HIM HER HIM AGAIN THE END OF HIM by Patricia Marx (Scribner/Simon & Schuster) 234 pages, $29.99 cloth. Rating: NNN Rating: NNNNN
Patricia Marx's hilarious first novel, Him Her Him Again The End Of Him, is proof of Woody Allen's adage that comedy is simply tragedy plus time. The novel's plot traces the lengthy and tragic off-again, on-again "romance" between the narrator (nameless throughout) and the pretentious Eugene Obello.
The two meet at Cambridge University and later reunite in New York City. There's something compelling, in a grotesque car-crash kind of way, about this dysfunctional love affair that has our supplicant heroine place herself in various humiliating circumstances, from moving upstairs from the newly married Eugene to becoming one of his many concubines.
Continually aware of the fact that she is debasing herself for a ponce, the narrator operates on the premise that once you lose a little pride, you might as well lose the whole shebang.
Like most comedies with primary and secondary players - everything from Shakespeare's Tempest to Will & Grace - the secondary characters are funnier than the mains.
The expansive cast of family and friends here makes the book a success. It includes the narrator's tae kwon do-ing, lobster-fishing roommate, Corby, and Obax, the narrator's university friend, who's intent on opening a creperie in Africa despite her academic accomplishments in the field of northern climatology.
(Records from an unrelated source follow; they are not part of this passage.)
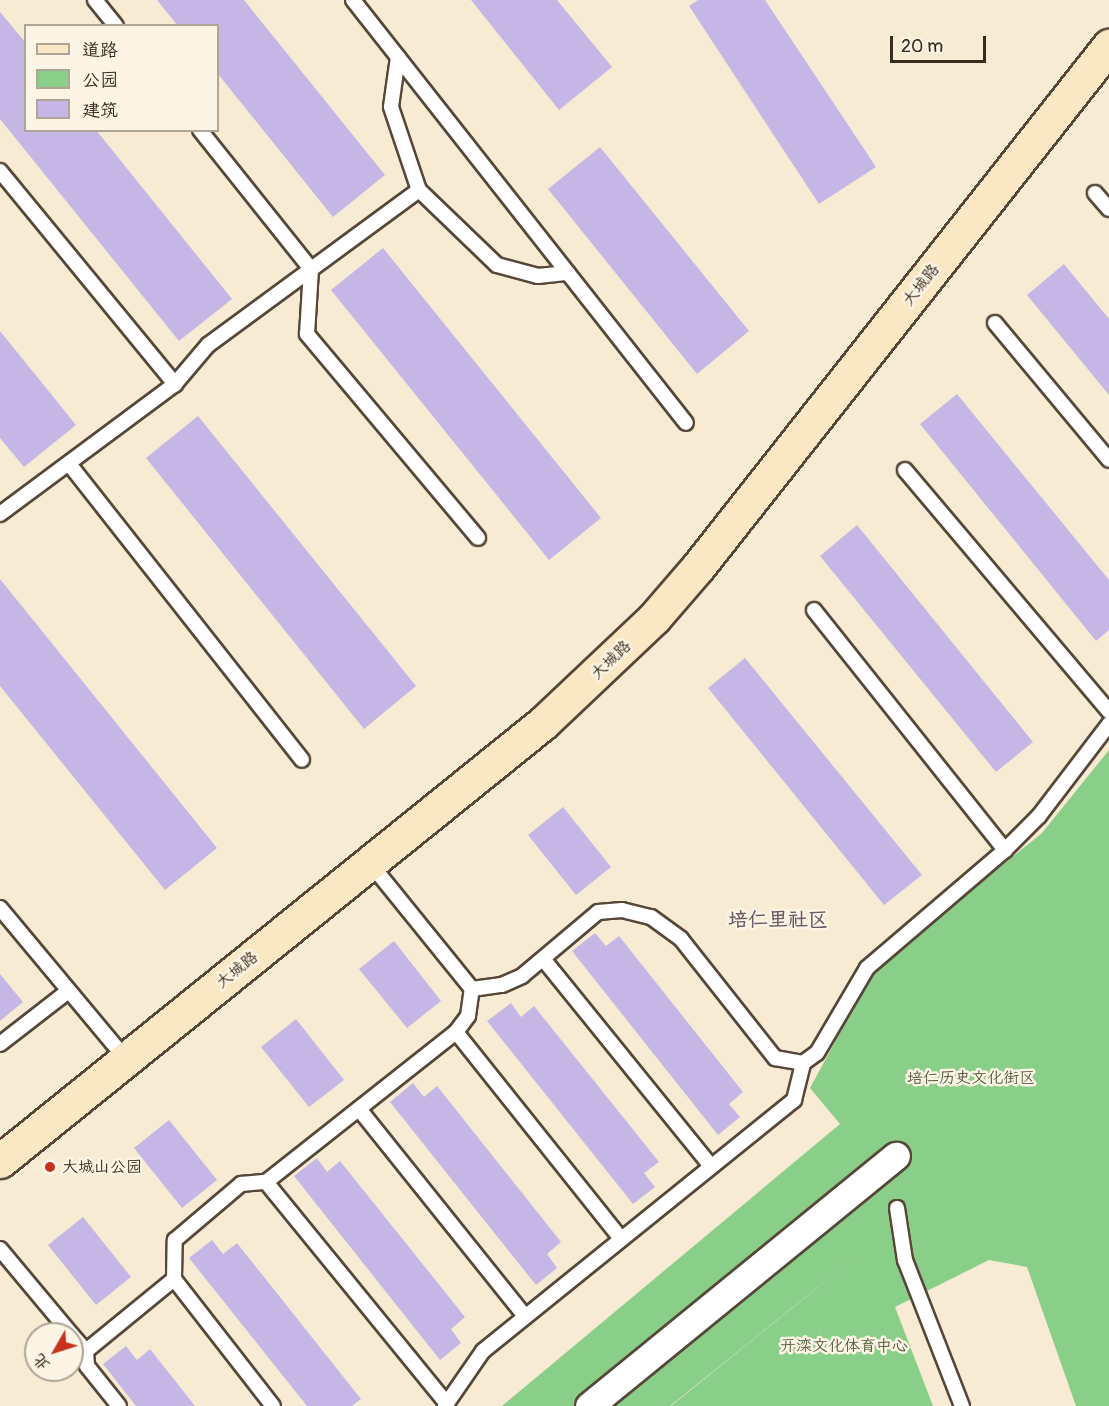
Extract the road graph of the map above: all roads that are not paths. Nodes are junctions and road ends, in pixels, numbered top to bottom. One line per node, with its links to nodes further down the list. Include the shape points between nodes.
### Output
1 (95, 0): 3 (lane)
2 (353, 0): 5 (lane)
3 (114, 24)
4 (1109, 46): 26 (street, 大城路, via 654,618 543,723)
5 (398, 57): 8 (lane, via 390,107); 12 (lane)
6 (202, 132): 11 (lane)
7 (0, 171): 14 (lane)
8 (419, 190): 11 (lane); 12 (lane, via 497,265 538,276)
9 (1095, 193): 10 (lane)
10 (1109, 209)
11 (311, 269): 14 (lane, via 208,345); 20 (lane, via 307,334)
12 (568, 273): 15 (lane)
13 (995, 323): 16 (lane)
14 (175, 384): 17 (lane)
15 (686, 423)
16 (1109, 460)
17 (70, 465): 19 (lane); 24 (lane)
18 (905, 470): 22 (lane)
19 (0, 514)
20 (478, 538)
21 (814, 610): 25 (lane)
22 (1109, 711)
23 (1109, 724): 25 (lane, via 1039,816)
24 (302, 760)
25 (1005, 850): 34 (lane, via 867,968 817,1053)
26 (370, 863): 29 (lane); 33 (street, 大城路)
27 (0, 908): 30 (lane)
28 (544, 960): 29 (lane, via 502,985); 34 (lane, via 598,912 621,910 651,917 681,939 775,1058); 38 (lane)
29 (472, 989): 31 (lane, via 468,1016)
30 (67, 992): 32 (lane); 33 (lane)
31 (456, 1032): 35 (lane); 41 (lane)
32 (0, 1044)
33 (126, 1059): 37 (street, 大城路)
34 (803, 1063): 38 (lane, via 794,1100)
35 (358, 1109): 39 (lane); 44 (lane)
36 (896, 1156): 51 (street)
37 (0, 1161)
38 (711, 1166): 41 (lane)
39 (266, 1182): 43 (lane, via 241,1184 175,1240); 48 (lane)
40 (897, 1208): 52 (lane, via 905,1260)
41 (621, 1239): 44 (lane)
42 (0, 1249): 45 (lane)
43 (174, 1279): 47 (lane); 50 (lane)
44 (525, 1316): 48 (lane, via 483,1351)
45 (62, 1322)
46 (84, 1349): 47 (lane)
47 (86, 1351): 49 (lane, via 87,1366)
48 (446, 1405)
49 (119, 1406)
50 (273, 1406)
51 (589, 1406)
52 (962, 1406)

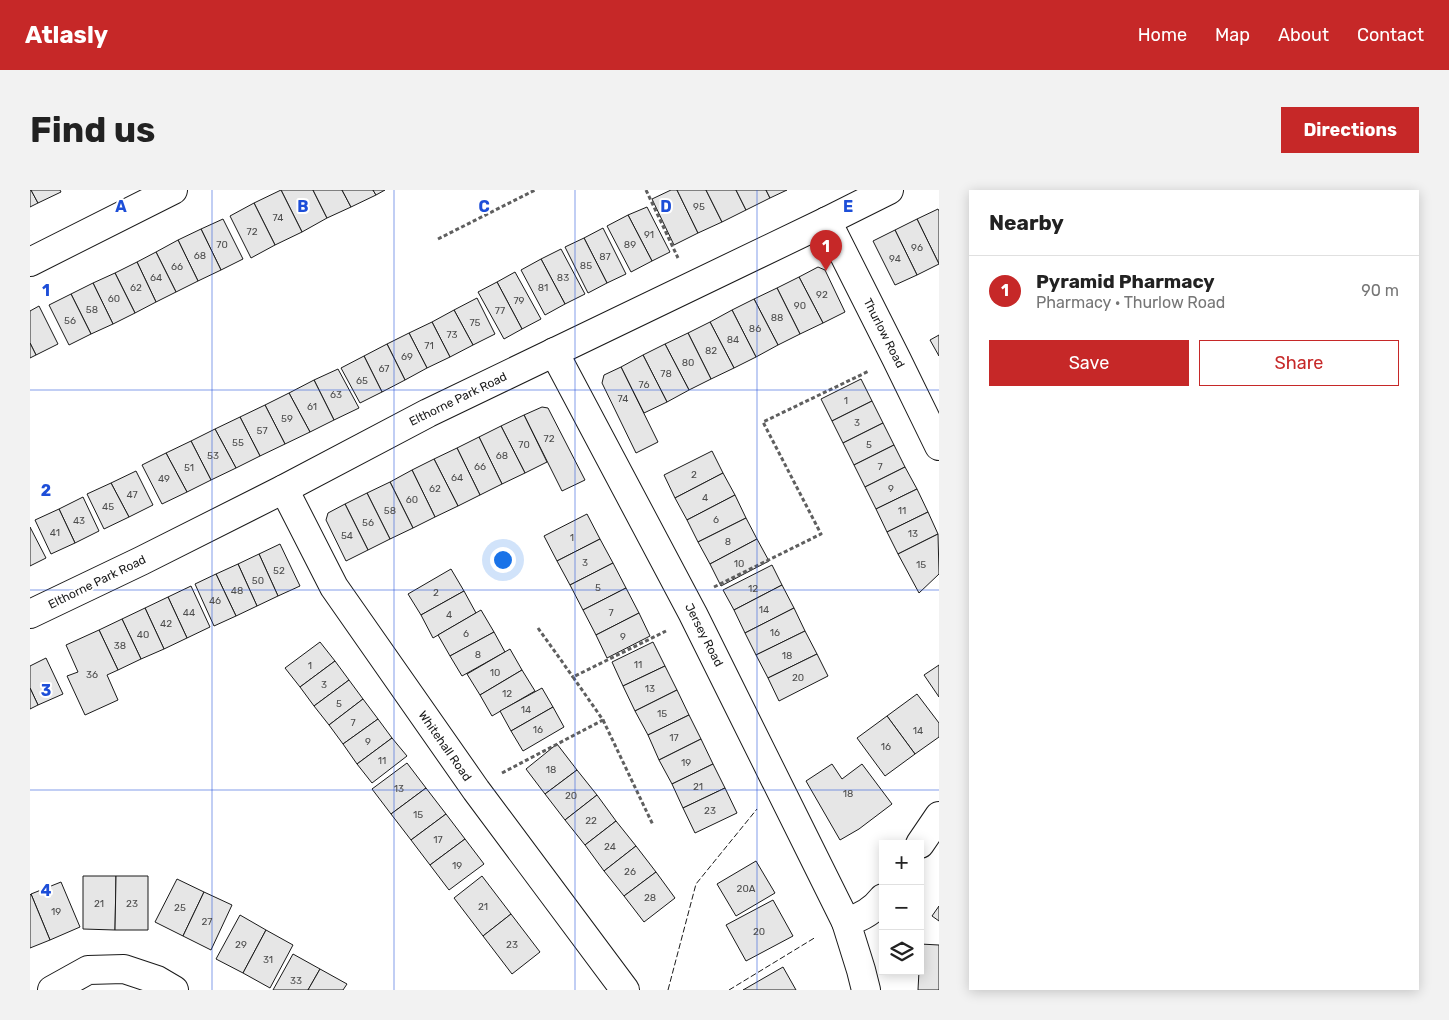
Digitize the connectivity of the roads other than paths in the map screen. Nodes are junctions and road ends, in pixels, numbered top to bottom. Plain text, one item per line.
1 (174, 190) edge
2 (889, 190) edge
3 (827, 221) junction
4 (30, 262) edge
5 (554, 352) junction
6 (939, 446) edge
7 (284, 489) junction
8 (30, 614) edge
9 (939, 816) edge
10 (923, 840) edge
11 (879, 903) edge
12 (846, 922) junction
13 (52, 990) edge
14 (174, 990) edge
15 (625, 990) edge
16 (866, 990) edge

1 - 4 street
2 - 3 street, Elthorne Park Road
3 - 5 street, Elthorne Park Road
3 - 6 street, Thurlow Road
5 - 7 street, Elthorne Park Road
5 - 12 street, Jersey Road
7 - 8 street, Elthorne Park Road
7 - 15 street, Whitehall Road
9 - 10 street
11 - 12 street
12 - 16 street, Jersey Road
13 - 14 street

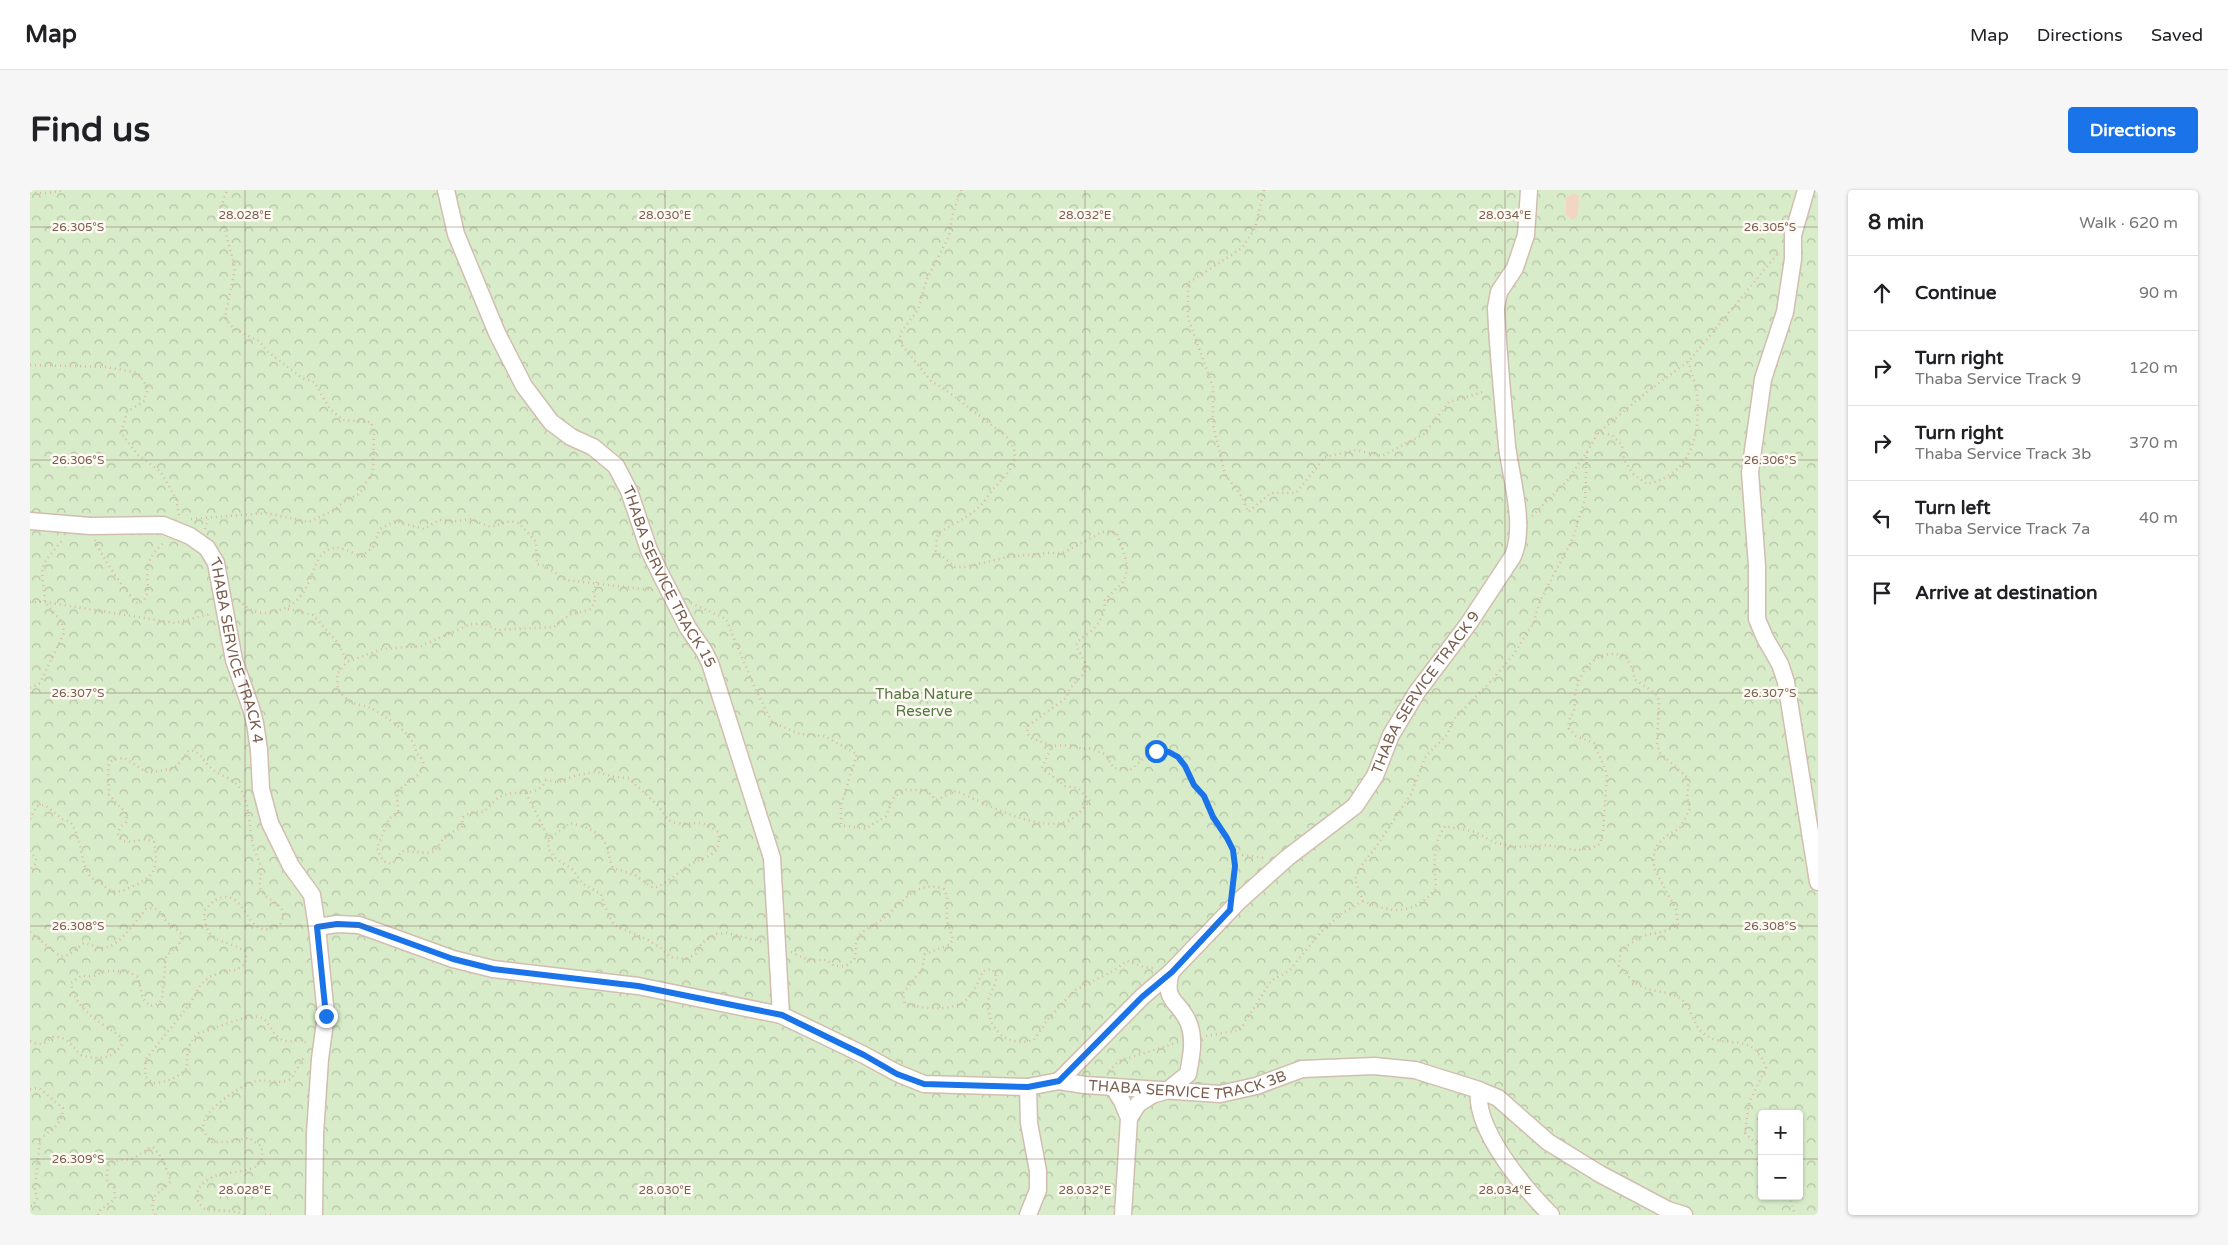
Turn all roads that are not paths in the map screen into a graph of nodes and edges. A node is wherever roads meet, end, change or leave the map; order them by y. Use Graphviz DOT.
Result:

A fast, fun, if frustrating read (this last thanks to the Eugene-crazed idiocy of the narrator), Him Her works best when Marx reins in her penchant for long, supposedly funny lists. Excessiveness and uneven pacing are the book's weaknesses - ironic considering that Marx, a former writer for SNL, ought to know that good pacing is essential for a good sketch, and that writers, like comics, should always leave the crowd wanting more.